Top of DATA FOR THIS TASK

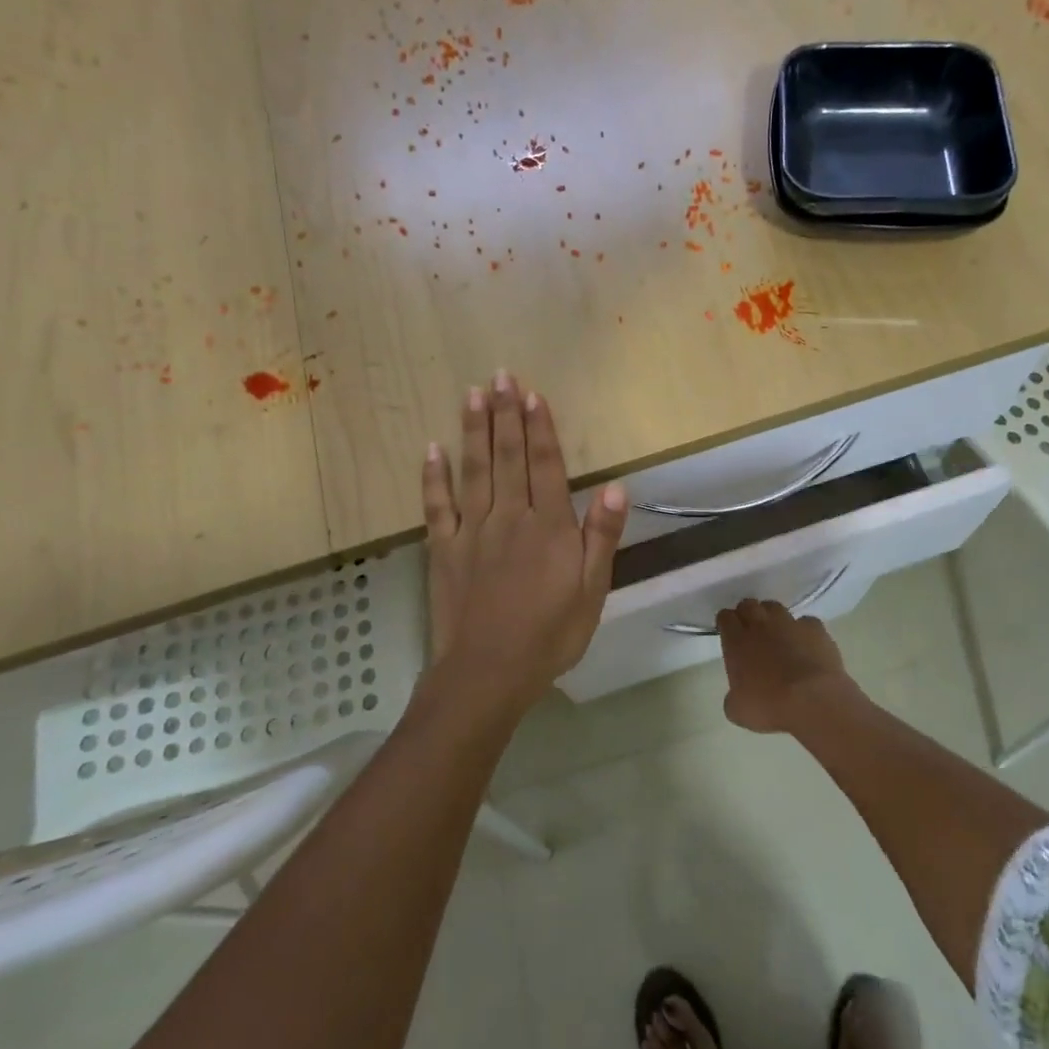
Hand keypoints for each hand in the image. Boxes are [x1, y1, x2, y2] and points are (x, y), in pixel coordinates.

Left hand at [421, 371, 626, 716]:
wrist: (489, 673)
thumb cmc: (550, 635)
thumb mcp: (592, 591)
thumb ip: (601, 538)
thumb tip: (617, 488)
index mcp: (548, 527)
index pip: (544, 465)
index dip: (539, 427)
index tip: (531, 392)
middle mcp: (509, 518)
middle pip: (507, 457)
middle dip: (505, 414)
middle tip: (499, 374)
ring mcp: (472, 531)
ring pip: (474, 471)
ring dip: (473, 431)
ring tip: (471, 394)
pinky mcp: (444, 550)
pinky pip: (437, 506)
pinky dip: (433, 477)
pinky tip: (432, 449)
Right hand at [715, 600, 858, 733]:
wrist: (813, 700)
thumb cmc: (770, 705)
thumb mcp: (738, 710)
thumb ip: (733, 696)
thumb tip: (737, 696)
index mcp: (737, 641)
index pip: (725, 617)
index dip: (726, 623)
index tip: (728, 633)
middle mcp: (760, 625)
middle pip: (748, 605)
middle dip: (747, 614)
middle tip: (751, 632)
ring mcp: (789, 623)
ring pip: (775, 608)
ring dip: (773, 618)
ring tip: (778, 635)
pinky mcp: (815, 628)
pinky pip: (806, 622)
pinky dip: (804, 631)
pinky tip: (807, 646)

Bottom of DATA FOR THIS TASK

_ACTIVITY:_ Only lines with the word "hand" are wanted. Find and copy them from the records above.

_SOLUTION:_
Hand keypoints for each hand in the image. Boxes are [x1, y1, x2, y2] and points are (x, y), in pixel coordinates.
Left hand at [421, 371, 626, 716]:
Right hand at [715, 600, 858, 733]:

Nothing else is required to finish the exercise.